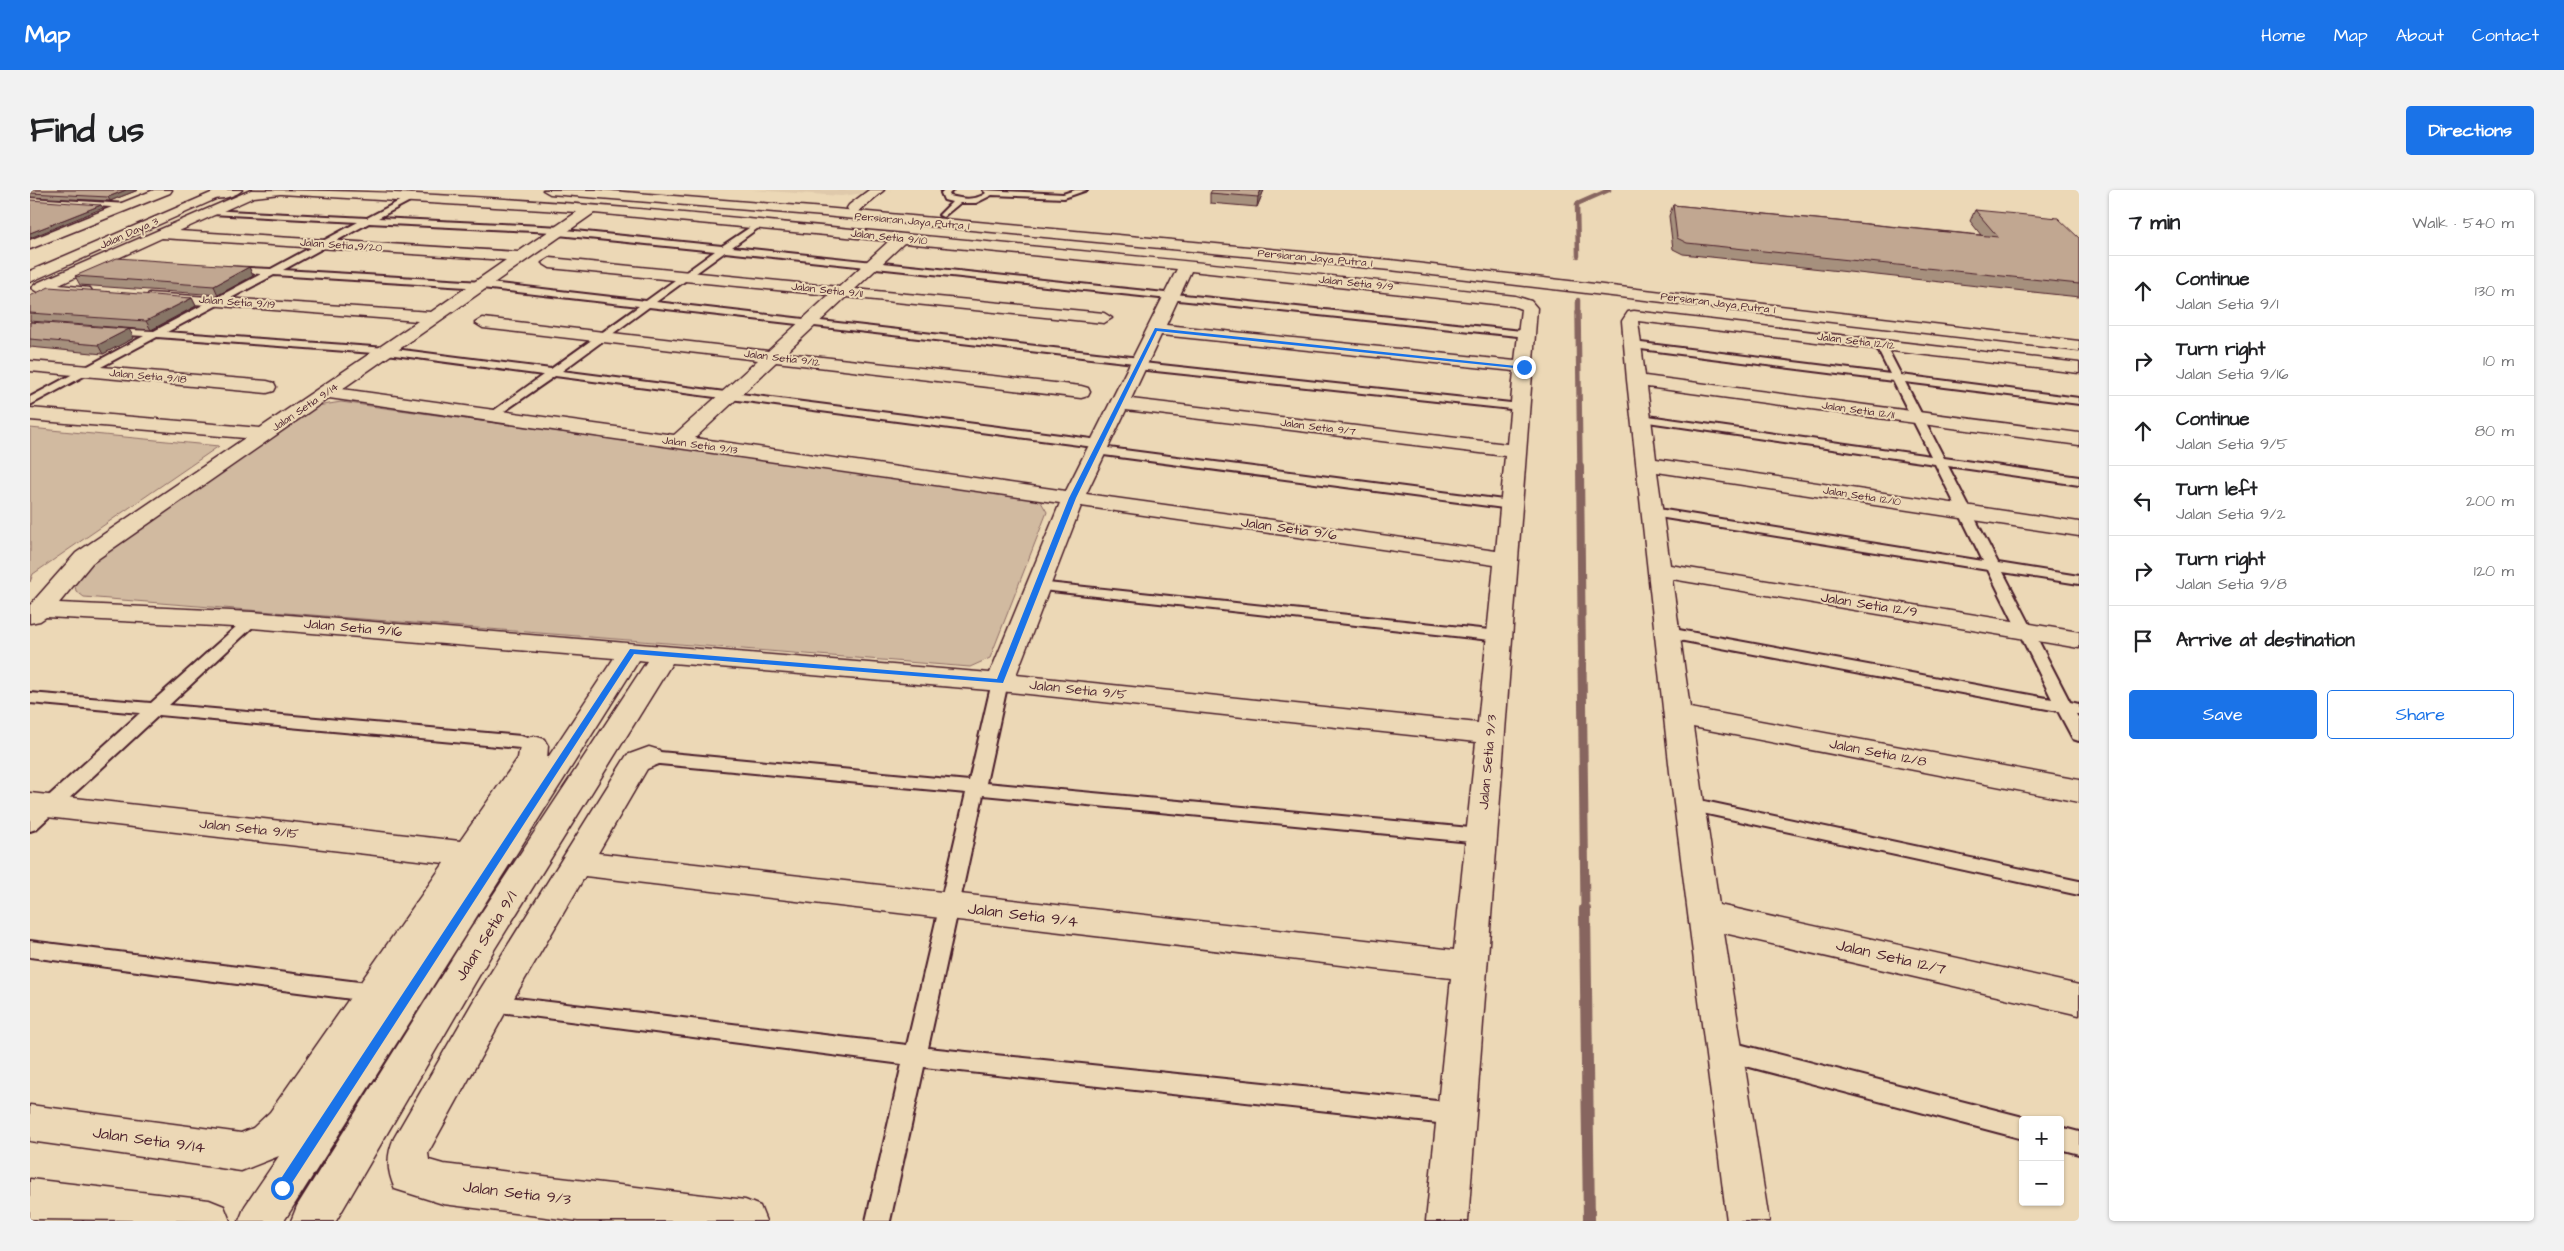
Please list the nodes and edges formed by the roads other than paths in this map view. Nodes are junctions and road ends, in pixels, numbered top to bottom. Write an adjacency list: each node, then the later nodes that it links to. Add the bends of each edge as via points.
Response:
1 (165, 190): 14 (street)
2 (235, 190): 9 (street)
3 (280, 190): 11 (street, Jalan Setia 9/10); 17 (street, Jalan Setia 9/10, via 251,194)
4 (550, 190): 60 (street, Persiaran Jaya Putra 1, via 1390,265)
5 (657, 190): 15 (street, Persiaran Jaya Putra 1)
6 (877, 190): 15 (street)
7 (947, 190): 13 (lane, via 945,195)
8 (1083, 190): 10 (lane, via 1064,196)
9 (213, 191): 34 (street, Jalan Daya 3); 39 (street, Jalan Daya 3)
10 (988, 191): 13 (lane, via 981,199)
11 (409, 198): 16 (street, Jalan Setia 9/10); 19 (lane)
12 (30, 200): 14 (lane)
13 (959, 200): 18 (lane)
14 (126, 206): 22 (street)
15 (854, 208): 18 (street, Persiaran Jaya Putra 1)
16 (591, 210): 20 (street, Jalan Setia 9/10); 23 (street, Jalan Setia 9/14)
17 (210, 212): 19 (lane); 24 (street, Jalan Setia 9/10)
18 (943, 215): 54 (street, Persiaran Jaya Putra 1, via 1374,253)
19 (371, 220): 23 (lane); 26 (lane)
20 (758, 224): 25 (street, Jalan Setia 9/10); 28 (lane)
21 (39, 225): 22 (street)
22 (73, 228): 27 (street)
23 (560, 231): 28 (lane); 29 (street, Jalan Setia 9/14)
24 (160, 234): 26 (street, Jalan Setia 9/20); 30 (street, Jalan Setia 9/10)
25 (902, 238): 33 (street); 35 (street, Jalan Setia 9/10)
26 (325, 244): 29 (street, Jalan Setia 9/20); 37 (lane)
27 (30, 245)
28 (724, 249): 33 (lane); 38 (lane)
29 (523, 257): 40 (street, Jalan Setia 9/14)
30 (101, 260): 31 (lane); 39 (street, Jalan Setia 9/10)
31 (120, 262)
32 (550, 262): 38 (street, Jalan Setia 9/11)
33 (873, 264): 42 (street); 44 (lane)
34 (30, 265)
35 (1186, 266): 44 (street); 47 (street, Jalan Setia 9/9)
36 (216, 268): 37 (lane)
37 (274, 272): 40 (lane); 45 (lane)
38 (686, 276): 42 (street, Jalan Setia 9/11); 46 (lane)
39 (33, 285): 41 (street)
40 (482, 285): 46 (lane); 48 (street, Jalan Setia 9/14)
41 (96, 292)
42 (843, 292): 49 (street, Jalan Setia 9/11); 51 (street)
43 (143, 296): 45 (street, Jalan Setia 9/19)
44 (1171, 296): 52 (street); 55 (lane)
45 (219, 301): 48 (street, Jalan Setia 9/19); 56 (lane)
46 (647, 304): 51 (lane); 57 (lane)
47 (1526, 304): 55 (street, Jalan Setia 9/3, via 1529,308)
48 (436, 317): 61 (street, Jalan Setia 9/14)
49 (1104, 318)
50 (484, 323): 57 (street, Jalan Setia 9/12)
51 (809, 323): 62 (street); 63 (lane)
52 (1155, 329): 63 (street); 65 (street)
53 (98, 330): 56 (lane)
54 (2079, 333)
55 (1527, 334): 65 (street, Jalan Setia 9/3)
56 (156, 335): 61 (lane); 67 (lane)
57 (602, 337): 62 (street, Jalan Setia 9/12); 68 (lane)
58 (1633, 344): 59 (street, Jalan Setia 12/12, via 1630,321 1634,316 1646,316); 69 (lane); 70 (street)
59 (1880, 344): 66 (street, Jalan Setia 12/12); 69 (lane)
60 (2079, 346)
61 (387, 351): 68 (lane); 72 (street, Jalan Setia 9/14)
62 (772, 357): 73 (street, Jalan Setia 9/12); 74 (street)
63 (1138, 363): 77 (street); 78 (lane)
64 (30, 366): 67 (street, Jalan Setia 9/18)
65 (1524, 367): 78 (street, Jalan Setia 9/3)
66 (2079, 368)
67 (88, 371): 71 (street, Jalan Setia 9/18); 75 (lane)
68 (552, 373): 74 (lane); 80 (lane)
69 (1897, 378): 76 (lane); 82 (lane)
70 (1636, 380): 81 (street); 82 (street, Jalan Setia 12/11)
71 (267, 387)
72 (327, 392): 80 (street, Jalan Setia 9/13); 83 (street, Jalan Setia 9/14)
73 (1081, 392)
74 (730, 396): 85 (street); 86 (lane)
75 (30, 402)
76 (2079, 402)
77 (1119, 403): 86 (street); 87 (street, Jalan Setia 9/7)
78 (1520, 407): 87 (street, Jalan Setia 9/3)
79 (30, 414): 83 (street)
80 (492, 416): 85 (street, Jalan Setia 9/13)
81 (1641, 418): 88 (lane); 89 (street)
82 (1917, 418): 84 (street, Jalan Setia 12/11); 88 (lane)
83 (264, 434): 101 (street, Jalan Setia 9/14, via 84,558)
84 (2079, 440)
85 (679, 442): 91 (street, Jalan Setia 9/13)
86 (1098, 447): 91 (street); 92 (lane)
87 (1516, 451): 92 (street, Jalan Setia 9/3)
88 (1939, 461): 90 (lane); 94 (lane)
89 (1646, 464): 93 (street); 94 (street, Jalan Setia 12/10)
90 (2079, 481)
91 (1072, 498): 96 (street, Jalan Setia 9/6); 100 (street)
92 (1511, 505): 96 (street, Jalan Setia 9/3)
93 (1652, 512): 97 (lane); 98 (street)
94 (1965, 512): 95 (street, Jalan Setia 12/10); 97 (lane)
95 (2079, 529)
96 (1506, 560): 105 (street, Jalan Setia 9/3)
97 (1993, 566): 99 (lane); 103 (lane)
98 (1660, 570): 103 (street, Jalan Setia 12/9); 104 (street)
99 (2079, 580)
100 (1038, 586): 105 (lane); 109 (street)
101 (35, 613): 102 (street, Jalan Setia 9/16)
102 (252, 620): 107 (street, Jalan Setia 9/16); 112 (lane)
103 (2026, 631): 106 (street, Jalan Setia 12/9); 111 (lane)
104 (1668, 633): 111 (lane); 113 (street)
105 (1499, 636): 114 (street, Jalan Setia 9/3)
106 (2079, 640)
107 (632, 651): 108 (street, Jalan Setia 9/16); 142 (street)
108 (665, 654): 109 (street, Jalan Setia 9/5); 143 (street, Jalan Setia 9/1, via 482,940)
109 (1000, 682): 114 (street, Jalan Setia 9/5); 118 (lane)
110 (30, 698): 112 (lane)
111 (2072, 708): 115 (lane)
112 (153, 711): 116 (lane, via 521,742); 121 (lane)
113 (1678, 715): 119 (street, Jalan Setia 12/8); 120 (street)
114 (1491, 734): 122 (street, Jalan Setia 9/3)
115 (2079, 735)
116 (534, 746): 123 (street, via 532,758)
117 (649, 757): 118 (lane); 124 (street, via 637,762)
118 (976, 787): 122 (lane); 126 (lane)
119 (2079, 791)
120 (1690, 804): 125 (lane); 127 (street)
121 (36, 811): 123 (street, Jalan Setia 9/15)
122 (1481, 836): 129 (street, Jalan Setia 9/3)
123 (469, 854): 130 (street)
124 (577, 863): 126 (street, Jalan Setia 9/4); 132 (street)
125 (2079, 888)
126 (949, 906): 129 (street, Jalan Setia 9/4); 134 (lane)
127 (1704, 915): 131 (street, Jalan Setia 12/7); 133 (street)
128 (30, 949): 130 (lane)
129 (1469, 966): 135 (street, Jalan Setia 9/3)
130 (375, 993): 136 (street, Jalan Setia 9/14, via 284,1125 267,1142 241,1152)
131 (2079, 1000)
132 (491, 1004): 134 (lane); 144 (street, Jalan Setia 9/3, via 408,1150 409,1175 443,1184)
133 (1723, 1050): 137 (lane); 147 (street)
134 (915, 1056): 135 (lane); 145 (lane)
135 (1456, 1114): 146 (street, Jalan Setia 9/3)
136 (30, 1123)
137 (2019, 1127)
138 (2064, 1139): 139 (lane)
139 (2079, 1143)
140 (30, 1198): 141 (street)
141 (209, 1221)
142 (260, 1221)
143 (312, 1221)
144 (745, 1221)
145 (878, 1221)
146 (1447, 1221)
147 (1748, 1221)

# Problem to solve:
Whenever the word "Persiaran" appears in a line above, copy that line.

# Answer box:
4 (550, 190): 60 (street, Persiaran Jaya Putra 1, via 1390,265)
5 (657, 190): 15 (street, Persiaran Jaya Putra 1)
15 (854, 208): 18 (street, Persiaran Jaya Putra 1)
18 (943, 215): 54 (street, Persiaran Jaya Putra 1, via 1374,253)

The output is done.